So - how can a non-free-floating production gun with a weird barrel shape (obviously a gimmick) in a crappy stock shoot so well? I thought a barrel had to be free-floated or it was going to cause problems. If it's a sub-MOA rifle as-is, will it be better if I drop it into an HS stock that floats the barrel? Or - will I anger the rifle gods if I mess with it? I honestly thought these rifles didn't have a particularly great rep. I also think the barrel looks kinda cool.
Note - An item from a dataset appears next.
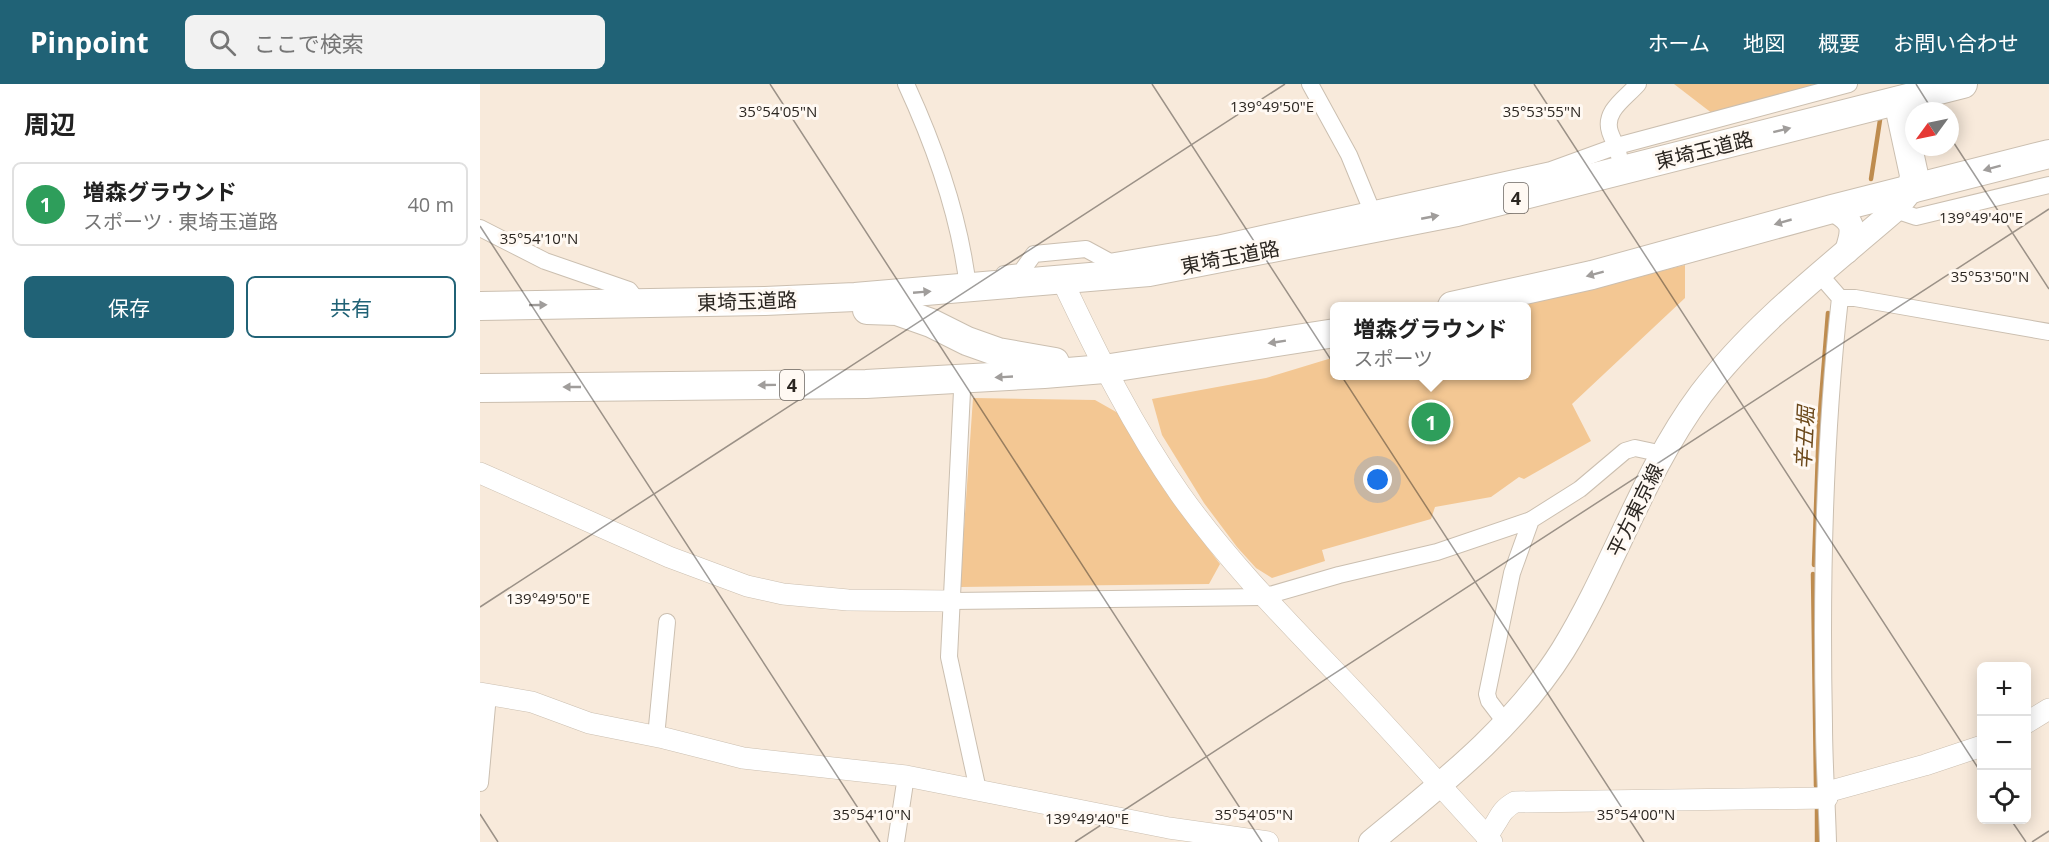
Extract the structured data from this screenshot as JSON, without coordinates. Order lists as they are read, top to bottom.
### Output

So - what gives? Does a pressure point actually help some rifles? Should I screw with it, or leave it alone? Change stocks, or just put a nicer scope on it and shoot the piss out of it?
 
Best advice I got from an experienced gunsmith is "If it ain't broke, don't fix it". I have a 22-250 Howa that I paid $400 for at Big5 and that sucker shoots one hole groups all day long. Cheap ass stock, crappy trigger, cheap scope mounts/rings.
 
The answer seems pretty straight forward to me, leave it be and shoot the twist out of it. I have seen several rifles that are sub moa that have very poor fit, having said that when a gun won't shoot I suspect the torque and look for bedding issues.
 
What I don't understand is all the guys that take a new untested rifle, take it apart, sell the stock,barrel,trigger without firering a shot. I wonder how many tack drivers have been torn down & spent several thousand on to once agaIn be a tack driver?
 
What I don't understand is all the guys that take a new untested rifle, take it apart, sell the stock,barrel,trigger without firering a shot. I wonder how many tack drivers have been torn down & spent several thousand on to once agaIn be a tack driver?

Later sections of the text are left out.